- **EXERCISE GOAL**: Pull every line containing "Tulang" from the entries.

====

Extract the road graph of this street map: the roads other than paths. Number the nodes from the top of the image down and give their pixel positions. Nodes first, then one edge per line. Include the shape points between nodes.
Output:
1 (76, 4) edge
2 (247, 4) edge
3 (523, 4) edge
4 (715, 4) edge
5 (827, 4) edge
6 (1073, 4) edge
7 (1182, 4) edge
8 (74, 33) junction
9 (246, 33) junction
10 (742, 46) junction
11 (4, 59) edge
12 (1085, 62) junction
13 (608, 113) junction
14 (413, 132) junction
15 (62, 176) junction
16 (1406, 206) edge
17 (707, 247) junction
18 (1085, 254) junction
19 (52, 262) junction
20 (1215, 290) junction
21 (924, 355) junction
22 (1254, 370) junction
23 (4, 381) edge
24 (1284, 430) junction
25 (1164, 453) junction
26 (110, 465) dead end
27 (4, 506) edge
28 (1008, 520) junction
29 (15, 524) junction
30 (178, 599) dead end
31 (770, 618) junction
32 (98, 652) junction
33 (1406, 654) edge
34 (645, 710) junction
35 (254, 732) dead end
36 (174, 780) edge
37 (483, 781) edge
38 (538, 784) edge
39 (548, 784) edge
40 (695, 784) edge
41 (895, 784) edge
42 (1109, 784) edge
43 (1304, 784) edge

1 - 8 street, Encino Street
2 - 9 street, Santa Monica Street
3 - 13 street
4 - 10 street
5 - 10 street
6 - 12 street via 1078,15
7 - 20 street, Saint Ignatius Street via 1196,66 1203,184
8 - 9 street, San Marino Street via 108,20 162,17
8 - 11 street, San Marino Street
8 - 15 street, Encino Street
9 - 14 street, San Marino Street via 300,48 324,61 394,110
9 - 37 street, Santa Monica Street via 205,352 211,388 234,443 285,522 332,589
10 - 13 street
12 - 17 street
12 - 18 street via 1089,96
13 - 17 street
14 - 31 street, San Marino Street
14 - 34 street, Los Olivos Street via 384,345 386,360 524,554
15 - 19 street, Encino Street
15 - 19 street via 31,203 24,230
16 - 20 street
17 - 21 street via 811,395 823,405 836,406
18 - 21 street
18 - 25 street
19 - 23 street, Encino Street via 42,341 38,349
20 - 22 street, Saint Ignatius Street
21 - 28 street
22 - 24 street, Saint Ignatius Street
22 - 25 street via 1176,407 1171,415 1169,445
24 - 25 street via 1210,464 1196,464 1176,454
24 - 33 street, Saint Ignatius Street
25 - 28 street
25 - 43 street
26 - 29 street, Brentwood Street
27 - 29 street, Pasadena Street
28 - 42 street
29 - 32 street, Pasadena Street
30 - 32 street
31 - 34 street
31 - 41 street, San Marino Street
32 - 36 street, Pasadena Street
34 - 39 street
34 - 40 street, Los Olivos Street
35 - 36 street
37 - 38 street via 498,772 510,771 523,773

====

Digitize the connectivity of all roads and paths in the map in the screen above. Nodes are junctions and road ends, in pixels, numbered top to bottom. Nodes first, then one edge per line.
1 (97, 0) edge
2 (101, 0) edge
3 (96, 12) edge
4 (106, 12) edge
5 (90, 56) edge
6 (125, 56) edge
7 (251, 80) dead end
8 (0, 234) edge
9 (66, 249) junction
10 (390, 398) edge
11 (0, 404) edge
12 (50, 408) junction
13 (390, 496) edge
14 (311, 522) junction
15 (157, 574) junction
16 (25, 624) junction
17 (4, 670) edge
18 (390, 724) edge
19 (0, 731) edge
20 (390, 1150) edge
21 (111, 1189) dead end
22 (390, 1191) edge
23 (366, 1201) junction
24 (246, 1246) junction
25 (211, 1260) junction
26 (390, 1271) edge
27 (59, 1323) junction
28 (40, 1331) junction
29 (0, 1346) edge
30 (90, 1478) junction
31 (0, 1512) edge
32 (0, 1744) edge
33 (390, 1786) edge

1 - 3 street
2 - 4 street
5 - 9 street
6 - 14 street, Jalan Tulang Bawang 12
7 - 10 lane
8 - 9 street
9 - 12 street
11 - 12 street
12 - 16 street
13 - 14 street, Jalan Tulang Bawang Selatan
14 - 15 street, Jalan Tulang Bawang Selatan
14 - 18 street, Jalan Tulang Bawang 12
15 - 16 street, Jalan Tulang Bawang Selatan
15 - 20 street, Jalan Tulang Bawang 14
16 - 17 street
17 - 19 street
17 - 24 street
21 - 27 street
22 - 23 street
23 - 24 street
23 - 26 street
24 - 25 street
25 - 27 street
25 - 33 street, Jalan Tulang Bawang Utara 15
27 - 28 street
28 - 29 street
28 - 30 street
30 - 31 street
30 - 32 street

====

- **REPLY TO THE EXERCISE**:
6 - 14 street, Jalan Tulang Bawang 12
13 - 14 street, Jalan Tulang Bawang Selatan
14 - 15 street, Jalan Tulang Bawang Selatan
14 - 18 street, Jalan Tulang Bawang 12
15 - 16 street, Jalan Tulang Bawang Selatan
15 - 20 street, Jalan Tulang Bawang 14
25 - 33 street, Jalan Tulang Bawang Utara 15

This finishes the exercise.